I'm now looking at this task and I'm wondering if there is another method? 
How do the commercial outfits clean and store their drawn comb?
Sorry to reply with more questions.


----------



## beedeetee (Nov 27, 2004)

They don't need cleaning. I have done several things in the past, but now just stack them wet and cover them. Now that I don't let brood into the supers I don't have problems with wax moths (although I understand that other people do). Putting them on wet in the spring before the flow start get the bees right to work. It is the least work and works best for me.


----------



## D Coates (Jan 6, 2006)

beedeetee, 

How do you keep the ants, roaches, silverfish, SHB's and other critters at bay with wet supers? That's why I've never considered putting up wet supers.


----------



## EastSideBuzz (Apr 12, 2009)

beedeetee said:


> They don't need cleaning. I have done several things in the past, but now just stack them wet and cover them. Now that I don't let brood into the supers I don't have problems with wax moths (although I understand that other people do). Putting them on wet in the spring before the flow start get the bees right to work. It is the least work and works best for me.
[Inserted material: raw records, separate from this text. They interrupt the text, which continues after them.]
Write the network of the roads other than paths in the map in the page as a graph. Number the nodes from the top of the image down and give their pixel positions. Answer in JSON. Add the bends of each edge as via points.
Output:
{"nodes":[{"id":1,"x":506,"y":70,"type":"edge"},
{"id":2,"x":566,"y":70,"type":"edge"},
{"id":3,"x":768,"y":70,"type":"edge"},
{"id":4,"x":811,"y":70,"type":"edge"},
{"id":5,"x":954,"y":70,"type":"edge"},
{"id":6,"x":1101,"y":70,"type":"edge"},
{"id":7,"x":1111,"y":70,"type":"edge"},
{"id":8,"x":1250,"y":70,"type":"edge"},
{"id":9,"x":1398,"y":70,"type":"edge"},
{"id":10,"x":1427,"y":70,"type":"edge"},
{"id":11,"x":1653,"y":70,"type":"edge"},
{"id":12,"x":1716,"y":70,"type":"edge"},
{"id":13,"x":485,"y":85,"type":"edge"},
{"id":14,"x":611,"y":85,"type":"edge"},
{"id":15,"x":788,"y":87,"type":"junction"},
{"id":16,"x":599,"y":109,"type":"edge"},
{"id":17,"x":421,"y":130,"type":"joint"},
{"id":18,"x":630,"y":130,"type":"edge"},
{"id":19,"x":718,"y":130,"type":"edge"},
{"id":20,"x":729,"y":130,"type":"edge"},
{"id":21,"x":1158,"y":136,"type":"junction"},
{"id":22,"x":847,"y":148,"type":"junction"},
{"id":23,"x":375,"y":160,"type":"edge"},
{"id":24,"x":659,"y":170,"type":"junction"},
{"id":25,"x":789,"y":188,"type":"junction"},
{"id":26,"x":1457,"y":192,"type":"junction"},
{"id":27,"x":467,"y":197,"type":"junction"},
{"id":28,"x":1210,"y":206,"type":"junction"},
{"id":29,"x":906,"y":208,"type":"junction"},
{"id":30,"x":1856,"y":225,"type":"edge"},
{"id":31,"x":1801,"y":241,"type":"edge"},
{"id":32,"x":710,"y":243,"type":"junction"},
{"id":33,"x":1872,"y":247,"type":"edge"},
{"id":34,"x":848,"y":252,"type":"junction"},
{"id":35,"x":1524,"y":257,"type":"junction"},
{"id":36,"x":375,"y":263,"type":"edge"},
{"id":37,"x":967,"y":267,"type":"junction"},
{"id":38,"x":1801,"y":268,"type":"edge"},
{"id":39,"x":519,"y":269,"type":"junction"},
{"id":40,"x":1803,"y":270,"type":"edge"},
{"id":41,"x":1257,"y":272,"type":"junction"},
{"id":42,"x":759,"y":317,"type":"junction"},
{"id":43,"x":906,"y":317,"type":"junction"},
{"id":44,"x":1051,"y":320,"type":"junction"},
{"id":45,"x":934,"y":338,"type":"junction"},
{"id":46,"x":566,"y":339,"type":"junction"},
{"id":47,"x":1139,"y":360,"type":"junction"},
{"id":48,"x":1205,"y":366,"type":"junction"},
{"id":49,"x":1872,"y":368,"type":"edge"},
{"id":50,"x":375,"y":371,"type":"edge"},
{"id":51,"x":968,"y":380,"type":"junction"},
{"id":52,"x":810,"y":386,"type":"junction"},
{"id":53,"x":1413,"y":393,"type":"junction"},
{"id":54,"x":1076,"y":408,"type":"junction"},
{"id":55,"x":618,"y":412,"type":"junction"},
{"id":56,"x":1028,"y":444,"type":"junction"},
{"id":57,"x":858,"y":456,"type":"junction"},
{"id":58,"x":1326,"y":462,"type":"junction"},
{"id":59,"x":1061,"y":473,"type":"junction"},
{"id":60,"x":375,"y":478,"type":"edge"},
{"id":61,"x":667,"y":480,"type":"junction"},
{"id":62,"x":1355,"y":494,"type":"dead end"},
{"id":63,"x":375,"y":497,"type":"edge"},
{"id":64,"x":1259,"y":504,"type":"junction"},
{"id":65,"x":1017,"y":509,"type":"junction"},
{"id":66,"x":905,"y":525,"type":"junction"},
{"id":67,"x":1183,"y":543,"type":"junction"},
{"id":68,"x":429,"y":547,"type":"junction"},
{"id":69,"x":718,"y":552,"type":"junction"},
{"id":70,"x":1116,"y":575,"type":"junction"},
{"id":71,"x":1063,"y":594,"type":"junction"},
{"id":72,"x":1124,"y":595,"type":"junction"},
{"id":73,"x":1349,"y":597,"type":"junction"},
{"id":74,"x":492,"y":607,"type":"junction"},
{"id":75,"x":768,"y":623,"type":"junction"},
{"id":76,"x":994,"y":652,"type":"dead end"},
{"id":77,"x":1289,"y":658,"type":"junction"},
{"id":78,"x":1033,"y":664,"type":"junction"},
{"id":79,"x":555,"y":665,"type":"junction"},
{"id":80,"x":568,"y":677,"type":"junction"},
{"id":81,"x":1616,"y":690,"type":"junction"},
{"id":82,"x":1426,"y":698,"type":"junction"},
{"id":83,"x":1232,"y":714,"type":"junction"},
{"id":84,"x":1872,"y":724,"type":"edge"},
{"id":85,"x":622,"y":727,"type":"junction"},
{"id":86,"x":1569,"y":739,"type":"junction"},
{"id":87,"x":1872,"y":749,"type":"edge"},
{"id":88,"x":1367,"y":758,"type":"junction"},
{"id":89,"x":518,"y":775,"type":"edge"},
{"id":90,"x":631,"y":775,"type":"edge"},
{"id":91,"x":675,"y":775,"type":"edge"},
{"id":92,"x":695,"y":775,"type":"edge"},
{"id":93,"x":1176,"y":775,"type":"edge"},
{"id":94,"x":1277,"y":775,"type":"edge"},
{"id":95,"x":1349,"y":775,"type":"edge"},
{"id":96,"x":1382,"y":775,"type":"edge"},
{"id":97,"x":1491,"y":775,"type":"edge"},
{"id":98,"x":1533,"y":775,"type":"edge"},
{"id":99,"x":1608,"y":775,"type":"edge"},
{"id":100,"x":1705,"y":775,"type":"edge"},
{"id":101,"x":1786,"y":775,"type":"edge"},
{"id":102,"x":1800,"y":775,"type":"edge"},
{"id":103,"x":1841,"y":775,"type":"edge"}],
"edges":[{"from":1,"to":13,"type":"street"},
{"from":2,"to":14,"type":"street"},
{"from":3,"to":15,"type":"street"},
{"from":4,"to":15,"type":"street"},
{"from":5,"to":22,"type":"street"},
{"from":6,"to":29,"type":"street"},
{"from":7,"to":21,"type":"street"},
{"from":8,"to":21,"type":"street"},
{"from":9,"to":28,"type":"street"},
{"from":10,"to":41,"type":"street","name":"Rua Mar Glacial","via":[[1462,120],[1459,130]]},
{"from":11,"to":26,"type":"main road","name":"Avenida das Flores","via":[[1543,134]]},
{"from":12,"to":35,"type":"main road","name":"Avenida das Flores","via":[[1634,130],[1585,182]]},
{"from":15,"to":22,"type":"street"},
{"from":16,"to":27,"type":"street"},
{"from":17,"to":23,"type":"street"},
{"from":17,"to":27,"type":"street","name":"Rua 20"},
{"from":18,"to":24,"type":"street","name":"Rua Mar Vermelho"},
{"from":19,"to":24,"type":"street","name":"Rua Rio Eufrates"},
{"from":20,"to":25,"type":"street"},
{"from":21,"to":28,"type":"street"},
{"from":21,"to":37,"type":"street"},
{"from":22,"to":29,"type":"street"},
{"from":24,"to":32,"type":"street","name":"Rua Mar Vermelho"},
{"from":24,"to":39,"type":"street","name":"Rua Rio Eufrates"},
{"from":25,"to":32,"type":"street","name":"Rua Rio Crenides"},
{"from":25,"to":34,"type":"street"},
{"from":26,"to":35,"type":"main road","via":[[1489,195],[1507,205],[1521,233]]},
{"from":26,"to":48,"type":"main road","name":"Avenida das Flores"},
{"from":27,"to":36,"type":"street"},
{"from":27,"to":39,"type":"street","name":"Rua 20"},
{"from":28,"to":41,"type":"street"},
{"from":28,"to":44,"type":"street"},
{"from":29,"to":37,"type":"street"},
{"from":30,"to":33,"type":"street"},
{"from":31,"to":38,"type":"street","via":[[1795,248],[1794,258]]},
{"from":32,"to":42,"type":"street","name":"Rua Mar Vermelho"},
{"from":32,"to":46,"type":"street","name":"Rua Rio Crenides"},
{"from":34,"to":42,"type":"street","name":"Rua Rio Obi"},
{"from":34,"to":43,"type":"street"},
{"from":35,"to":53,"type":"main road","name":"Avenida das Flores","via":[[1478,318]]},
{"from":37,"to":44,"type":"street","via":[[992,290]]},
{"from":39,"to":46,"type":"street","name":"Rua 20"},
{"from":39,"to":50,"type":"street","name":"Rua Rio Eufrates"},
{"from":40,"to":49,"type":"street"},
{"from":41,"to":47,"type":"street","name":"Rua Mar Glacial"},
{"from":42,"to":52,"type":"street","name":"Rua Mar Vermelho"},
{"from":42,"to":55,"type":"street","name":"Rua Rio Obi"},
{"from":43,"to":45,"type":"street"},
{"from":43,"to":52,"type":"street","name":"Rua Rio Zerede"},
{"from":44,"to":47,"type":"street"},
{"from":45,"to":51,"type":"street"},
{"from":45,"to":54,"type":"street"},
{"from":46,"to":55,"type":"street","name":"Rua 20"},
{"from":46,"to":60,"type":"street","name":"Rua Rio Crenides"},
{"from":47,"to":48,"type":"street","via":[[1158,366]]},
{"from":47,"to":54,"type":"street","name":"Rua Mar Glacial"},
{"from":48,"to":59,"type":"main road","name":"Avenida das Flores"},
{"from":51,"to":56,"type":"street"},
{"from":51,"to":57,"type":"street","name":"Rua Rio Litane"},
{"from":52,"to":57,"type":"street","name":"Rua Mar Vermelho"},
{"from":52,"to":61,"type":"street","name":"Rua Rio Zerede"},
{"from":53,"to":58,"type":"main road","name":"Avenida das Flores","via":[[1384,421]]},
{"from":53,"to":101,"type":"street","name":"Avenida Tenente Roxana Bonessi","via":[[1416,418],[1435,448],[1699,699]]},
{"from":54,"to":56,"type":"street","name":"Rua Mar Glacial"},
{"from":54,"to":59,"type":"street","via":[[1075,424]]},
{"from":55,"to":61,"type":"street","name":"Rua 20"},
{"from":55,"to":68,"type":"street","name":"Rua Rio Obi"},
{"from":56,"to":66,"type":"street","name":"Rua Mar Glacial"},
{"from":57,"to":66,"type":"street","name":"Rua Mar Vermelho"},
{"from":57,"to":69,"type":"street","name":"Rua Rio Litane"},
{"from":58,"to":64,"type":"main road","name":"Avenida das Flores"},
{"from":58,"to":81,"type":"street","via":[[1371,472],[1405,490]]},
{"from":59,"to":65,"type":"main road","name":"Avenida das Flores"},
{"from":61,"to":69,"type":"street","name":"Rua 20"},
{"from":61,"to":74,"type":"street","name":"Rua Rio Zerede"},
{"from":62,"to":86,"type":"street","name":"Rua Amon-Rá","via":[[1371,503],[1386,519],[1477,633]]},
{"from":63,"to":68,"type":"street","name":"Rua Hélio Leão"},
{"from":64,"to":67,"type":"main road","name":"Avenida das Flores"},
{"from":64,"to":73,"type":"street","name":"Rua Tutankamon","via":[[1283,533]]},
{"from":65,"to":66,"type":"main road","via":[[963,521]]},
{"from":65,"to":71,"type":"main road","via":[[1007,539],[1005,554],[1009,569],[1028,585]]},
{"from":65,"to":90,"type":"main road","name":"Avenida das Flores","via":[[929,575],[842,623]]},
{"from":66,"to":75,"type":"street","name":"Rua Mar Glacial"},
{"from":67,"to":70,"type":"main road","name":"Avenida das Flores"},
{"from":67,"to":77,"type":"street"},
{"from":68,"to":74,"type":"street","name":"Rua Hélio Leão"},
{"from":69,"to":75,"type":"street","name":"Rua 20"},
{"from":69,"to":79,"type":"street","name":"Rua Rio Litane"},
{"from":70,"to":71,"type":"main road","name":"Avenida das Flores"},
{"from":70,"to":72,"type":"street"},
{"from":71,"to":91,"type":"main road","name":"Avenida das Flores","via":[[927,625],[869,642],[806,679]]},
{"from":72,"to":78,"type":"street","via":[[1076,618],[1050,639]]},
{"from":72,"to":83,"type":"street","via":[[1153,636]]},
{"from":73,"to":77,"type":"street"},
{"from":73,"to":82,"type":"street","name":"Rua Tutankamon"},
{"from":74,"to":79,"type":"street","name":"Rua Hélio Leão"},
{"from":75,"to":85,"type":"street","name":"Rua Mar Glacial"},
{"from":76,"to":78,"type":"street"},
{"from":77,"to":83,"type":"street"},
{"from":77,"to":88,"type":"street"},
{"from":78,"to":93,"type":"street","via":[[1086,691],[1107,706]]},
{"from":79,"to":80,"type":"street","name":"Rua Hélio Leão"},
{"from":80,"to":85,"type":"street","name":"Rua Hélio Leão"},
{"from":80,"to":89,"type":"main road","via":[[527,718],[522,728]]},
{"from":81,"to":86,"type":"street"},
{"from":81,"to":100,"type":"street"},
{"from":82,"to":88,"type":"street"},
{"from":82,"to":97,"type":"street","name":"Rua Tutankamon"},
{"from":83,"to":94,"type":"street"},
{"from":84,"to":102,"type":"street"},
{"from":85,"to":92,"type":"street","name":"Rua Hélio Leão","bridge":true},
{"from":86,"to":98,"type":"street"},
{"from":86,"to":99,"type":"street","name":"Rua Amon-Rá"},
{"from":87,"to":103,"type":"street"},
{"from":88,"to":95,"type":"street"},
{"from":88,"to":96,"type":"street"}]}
He is totally correct. Sort the ones that have had brood in them and put them separate. The ones that just had honey stack wet and make sure the ants don't get to them. The ones with brood then you need to put them with a mothball (Not Mothballs) type system that keeps the moths away. Wet supers brings them up into the boxes quick next year.



D Coates said:


> How do you keep the ants, roaches, silverfish, SHB's and other critters at bay with wet supers? That's why I've never considered putting up wet supers.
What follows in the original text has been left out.